BEGIN PROVIDED DATA

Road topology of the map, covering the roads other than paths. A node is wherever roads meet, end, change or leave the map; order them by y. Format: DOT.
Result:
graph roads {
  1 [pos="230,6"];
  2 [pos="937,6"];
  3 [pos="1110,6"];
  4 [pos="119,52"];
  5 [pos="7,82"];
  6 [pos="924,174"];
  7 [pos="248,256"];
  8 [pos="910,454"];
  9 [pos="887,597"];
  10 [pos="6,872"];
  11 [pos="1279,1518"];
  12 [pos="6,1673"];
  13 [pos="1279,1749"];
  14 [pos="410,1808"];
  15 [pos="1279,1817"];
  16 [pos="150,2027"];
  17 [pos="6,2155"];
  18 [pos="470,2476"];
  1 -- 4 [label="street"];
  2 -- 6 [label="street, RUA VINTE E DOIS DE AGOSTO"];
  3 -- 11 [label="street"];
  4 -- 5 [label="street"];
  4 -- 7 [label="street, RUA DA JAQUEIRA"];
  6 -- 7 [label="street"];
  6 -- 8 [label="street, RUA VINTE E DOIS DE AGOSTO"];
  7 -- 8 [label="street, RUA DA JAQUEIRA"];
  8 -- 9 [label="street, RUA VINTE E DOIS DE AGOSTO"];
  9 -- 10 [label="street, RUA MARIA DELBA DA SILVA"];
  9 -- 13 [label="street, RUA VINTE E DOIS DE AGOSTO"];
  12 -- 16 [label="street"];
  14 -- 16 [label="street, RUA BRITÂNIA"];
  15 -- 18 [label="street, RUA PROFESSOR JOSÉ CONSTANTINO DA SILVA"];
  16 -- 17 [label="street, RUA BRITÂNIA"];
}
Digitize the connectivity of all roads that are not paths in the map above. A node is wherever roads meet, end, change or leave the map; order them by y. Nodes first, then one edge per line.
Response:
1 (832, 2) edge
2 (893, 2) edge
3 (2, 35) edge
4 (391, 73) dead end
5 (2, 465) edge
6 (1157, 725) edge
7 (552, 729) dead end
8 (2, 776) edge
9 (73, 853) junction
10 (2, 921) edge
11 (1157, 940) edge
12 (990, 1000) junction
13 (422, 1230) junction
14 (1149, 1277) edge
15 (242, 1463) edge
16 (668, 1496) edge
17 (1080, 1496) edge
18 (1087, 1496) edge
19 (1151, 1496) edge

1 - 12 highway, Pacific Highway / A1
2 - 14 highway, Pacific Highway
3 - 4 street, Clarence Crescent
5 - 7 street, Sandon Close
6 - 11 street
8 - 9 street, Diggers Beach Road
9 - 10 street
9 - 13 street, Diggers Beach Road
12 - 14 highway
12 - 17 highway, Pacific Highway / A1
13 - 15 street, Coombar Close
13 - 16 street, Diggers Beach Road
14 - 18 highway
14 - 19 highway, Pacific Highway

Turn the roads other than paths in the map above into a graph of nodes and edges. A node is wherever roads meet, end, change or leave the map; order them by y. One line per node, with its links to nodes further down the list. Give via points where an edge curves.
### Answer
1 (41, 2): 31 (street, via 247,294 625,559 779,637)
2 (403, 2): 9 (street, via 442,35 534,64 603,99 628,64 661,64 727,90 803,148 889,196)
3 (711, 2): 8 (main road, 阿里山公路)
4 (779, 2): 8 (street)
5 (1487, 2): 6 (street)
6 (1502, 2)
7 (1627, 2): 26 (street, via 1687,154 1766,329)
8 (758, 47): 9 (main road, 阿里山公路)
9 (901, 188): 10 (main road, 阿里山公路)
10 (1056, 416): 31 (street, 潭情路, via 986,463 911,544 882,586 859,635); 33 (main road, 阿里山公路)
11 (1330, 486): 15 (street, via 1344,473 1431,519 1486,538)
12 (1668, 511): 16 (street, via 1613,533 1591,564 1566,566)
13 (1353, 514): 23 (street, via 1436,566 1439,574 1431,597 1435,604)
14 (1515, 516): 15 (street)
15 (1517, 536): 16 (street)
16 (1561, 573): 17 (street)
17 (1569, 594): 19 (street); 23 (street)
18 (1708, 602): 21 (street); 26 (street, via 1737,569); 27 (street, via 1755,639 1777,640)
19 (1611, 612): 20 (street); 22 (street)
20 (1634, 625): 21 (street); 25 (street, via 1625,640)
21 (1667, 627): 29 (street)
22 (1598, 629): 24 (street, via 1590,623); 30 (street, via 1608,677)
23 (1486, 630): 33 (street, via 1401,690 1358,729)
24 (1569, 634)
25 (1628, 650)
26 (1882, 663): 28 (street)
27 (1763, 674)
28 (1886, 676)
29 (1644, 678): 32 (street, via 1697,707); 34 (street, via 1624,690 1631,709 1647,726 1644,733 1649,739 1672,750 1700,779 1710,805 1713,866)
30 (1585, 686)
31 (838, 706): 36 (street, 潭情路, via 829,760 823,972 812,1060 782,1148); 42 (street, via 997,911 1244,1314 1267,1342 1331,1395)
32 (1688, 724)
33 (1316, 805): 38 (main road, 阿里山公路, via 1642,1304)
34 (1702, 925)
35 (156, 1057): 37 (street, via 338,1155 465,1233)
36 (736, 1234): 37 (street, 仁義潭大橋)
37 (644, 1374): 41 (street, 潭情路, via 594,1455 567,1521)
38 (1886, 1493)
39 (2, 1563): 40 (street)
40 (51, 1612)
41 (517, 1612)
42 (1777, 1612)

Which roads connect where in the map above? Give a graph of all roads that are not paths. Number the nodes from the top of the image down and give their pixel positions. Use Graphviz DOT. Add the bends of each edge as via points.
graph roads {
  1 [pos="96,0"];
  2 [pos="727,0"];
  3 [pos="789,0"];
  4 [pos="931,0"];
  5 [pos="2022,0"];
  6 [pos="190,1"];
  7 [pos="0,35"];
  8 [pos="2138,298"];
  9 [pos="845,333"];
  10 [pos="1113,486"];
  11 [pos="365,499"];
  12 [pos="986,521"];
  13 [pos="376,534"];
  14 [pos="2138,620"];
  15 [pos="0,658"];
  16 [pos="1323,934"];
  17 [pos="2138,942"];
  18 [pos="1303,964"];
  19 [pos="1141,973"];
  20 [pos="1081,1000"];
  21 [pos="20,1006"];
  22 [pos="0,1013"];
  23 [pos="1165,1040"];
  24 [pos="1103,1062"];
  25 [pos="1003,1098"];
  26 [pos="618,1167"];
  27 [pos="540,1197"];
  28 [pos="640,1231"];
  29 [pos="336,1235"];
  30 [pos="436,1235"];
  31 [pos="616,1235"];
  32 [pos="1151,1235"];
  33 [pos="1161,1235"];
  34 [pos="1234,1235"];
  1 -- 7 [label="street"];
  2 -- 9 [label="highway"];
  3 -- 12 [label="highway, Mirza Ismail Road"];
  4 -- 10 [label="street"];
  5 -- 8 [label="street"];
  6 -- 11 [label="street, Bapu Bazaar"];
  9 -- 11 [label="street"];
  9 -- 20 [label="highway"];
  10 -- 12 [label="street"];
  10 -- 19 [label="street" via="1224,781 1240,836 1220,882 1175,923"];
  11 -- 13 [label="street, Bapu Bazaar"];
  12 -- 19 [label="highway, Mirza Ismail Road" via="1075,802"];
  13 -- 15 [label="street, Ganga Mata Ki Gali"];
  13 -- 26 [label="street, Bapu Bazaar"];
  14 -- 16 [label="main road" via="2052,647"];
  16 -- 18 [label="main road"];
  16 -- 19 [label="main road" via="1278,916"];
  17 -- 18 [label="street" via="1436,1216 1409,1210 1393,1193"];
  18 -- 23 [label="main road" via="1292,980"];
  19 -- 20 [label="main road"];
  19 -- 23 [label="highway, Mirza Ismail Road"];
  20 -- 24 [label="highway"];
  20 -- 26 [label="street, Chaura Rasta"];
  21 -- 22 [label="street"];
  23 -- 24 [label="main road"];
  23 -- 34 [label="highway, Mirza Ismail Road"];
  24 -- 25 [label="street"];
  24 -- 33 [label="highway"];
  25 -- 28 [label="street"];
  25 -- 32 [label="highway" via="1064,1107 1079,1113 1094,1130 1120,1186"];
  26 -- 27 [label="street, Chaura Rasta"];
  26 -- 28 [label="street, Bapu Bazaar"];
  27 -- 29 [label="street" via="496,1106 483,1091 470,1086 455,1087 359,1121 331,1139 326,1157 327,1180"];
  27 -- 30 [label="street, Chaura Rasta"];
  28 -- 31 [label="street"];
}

END PROVIDED DATA

- **EXERCISE BRIEF**:
Up to and including the line that contains "Digitize the connectivity", output the records above exactly, beginning with their first line.

- **FINISHED TASK**:
Road topology of the map, covering the roads other than paths. A node is wherever roads meet, end, change or leave the map; order them by y. Format: DOT.
Result:
graph roads {
  1 [pos="230,6"];
  2 [pos="937,6"];
  3 [pos="1110,6"];
  4 [pos="119,52"];
  5 [pos="7,82"];
  6 [pos="924,174"];
  7 [pos="248,256"];
  8 [pos="910,454"];
  9 [pos="887,597"];
  10 [pos="6,872"];
  11 [pos="1279,1518"];
  12 [pos="6,1673"];
  13 [pos="1279,1749"];
  14 [pos="410,1808"];
  15 [pos="1279,1817"];
  16 [pos="150,2027"];
  17 [pos="6,2155"];
  18 [pos="470,2476"];
  1 -- 4 [label="street"];
  2 -- 6 [label="street, RUA VINTE E DOIS DE AGOSTO"];
  3 -- 11 [label="street"];
  4 -- 5 [label="street"];
  4 -- 7 [label="street, RUA DA JAQUEIRA"];
  6 -- 7 [label="street"];
  6 -- 8 [label="street, RUA VINTE E DOIS DE AGOSTO"];
  7 -- 8 [label="street, RUA DA JAQUEIRA"];
  8 -- 9 [label="street, RUA VINTE E DOIS DE AGOSTO"];
  9 -- 10 [label="street, RUA MARIA DELBA DA SILVA"];
  9 -- 13 [label="street, RUA VINTE E DOIS DE AGOSTO"];
  12 -- 16 [label="street"];
  14 -- 16 [label="street, RUA BRITÂNIA"];
  15 -- 18 [label="street, RUA PROFESSOR JOSÉ CONSTANTINO DA SILVA"];
  16 -- 17 [label="street, RUA BRITÂNIA"];
}
Digitize the connectivity of all roads that are not paths in the map above. A node is wherever roads meet, end, change or leave the map; order them by y. Nodes first, then one edge per line.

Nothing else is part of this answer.